I remember my wife, who loved celebrating holidays and birthdays, making sure everyone had a great time. She was the host and, of course, did the most, so by the time she could eat and enjoy the festivities, she would be exhausted. She would rest her head on my shoulder and catch a few winks, knowing she had made the occasion special. I look back with gratitude for the times we celebrated those special occasions.
If there is one lesson grief has taught me that I share with others, it’s that I need to be grateful for the gifts I was given. I am thankful that I could share in others joy, be a part of my children’s special days, celebrate holidays, and enjoy the gift of family and friends. In the early days of grief, it’s not an idea you accept. I certainly did not, but I have changed as time has passed, and I have learned how to grow in my grief.

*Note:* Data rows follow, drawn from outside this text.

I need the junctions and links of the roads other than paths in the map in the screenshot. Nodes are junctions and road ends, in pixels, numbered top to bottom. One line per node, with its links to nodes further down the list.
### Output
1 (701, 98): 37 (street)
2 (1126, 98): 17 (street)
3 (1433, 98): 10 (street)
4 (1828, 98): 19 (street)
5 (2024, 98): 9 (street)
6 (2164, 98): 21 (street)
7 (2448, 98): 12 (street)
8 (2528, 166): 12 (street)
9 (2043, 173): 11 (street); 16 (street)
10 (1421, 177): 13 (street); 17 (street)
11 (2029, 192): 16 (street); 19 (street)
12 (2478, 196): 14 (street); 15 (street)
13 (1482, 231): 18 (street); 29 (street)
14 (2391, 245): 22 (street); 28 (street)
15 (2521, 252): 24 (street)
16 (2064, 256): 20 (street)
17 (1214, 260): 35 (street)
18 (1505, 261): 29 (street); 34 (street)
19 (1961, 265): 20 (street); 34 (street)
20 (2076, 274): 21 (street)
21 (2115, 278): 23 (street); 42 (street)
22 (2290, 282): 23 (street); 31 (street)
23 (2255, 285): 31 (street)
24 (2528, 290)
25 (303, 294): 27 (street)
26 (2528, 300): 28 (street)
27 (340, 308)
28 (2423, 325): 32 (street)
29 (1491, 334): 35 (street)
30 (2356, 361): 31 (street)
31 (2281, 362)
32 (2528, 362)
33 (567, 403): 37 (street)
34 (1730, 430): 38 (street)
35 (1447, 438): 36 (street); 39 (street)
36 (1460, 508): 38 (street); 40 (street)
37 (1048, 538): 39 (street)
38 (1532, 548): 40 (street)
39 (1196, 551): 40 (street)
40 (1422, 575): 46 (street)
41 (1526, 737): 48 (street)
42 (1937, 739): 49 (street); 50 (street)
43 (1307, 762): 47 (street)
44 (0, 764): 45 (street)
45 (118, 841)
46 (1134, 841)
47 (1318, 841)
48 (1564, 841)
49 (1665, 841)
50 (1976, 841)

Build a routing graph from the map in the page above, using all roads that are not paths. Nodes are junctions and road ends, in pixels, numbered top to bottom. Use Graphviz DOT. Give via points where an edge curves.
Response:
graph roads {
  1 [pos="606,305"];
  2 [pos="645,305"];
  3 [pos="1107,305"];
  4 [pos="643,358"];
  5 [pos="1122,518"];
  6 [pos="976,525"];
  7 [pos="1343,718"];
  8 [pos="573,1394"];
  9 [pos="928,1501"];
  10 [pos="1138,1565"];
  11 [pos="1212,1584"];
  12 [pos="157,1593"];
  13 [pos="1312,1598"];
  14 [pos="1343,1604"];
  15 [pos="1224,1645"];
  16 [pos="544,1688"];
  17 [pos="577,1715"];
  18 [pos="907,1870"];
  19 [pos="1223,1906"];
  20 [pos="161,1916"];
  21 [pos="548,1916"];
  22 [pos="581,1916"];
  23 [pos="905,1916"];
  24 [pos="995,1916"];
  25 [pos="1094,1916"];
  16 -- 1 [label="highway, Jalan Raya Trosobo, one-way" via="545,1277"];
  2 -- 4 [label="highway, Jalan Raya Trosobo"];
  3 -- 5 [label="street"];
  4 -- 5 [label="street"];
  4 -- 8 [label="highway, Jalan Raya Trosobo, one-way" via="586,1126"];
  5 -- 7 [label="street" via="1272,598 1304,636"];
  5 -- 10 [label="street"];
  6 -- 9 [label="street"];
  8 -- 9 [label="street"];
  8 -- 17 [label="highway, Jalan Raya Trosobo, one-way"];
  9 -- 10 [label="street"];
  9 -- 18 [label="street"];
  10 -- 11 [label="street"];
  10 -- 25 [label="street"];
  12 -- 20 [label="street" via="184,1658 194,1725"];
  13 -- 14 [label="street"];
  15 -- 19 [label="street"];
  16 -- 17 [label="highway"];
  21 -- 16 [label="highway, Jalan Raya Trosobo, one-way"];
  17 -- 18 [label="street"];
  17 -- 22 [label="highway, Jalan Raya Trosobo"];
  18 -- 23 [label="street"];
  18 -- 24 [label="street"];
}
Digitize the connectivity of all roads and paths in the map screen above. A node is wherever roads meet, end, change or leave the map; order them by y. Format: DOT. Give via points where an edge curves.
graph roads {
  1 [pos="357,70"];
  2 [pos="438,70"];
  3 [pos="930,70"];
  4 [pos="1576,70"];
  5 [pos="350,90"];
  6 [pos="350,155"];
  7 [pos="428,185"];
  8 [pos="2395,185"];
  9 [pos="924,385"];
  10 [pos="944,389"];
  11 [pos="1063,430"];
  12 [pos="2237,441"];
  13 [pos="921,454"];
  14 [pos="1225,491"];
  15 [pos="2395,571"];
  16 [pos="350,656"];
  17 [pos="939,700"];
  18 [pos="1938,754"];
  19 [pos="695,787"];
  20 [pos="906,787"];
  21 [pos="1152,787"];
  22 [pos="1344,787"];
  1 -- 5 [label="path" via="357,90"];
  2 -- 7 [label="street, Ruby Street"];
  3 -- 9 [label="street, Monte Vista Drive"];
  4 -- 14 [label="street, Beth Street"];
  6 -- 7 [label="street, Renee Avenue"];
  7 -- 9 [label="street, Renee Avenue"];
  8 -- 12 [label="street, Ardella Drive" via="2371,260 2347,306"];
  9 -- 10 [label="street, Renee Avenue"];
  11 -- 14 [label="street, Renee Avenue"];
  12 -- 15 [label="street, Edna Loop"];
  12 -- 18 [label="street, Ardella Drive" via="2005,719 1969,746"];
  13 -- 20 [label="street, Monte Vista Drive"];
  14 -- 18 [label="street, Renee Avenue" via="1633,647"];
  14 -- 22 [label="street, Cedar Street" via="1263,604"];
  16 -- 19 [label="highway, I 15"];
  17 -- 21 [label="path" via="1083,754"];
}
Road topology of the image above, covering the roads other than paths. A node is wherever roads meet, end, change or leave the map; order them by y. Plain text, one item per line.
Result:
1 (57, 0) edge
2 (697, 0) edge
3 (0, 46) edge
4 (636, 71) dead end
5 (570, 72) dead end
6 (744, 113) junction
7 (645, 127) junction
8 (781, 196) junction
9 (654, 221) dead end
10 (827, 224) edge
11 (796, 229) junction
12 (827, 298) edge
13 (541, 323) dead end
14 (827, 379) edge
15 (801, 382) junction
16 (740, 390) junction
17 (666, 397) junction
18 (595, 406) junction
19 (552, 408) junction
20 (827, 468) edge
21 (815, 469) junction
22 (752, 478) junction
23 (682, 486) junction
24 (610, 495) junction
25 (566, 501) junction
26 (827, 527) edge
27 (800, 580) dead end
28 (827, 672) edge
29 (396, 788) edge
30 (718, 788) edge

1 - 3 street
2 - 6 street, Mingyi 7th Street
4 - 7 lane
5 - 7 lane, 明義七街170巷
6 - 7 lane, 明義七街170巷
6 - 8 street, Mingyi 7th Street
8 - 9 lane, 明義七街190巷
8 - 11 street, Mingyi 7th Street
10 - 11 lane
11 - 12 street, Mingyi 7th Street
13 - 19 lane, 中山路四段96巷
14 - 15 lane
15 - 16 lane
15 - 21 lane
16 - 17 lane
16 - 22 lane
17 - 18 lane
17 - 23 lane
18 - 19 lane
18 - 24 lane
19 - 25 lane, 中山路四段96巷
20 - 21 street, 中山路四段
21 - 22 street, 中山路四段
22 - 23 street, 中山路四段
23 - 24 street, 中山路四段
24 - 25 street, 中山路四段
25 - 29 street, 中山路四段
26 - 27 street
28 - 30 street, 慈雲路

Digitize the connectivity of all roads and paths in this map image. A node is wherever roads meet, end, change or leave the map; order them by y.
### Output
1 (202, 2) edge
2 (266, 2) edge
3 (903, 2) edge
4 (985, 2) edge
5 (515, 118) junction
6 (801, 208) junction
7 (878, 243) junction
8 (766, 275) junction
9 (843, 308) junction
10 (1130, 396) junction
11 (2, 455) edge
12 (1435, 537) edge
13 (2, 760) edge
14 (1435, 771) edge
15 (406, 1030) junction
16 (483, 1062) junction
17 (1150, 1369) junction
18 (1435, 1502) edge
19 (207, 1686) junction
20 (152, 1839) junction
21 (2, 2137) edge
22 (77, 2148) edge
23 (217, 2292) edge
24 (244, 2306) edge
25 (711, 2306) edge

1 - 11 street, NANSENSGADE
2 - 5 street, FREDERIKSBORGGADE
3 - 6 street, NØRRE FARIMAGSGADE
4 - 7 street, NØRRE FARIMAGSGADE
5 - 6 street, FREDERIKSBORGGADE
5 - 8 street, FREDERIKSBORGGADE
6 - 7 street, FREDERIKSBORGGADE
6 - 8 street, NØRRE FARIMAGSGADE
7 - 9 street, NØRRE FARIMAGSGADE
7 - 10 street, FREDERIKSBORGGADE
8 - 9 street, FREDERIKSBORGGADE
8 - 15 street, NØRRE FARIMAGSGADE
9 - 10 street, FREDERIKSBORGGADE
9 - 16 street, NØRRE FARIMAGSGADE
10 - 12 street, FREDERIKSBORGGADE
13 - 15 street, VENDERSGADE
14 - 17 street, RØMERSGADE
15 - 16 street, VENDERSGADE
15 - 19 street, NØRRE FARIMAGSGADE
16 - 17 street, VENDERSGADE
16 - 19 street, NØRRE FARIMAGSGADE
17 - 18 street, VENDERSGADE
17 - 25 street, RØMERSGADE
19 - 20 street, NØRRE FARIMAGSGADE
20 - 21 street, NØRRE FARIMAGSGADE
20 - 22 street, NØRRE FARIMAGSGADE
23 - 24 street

I thank God, my brothers in this unique group, and others who helped me realize gratitude’s importance. I had a loving, devoted, and selfless wife and three wonderful children, two of whom are still alive and doing well. I have good friends and colleagues who reach out to me regularly and support me, and a grief counselor who always checks in on me and offers constant support.
I love looking at those pictures and feeling the love I shared with my wife and many family members and friends. I find hope, comfort, and love when I look at those pictures. My words of encouragement are simple: “Be grateful for what you were given and share it with others.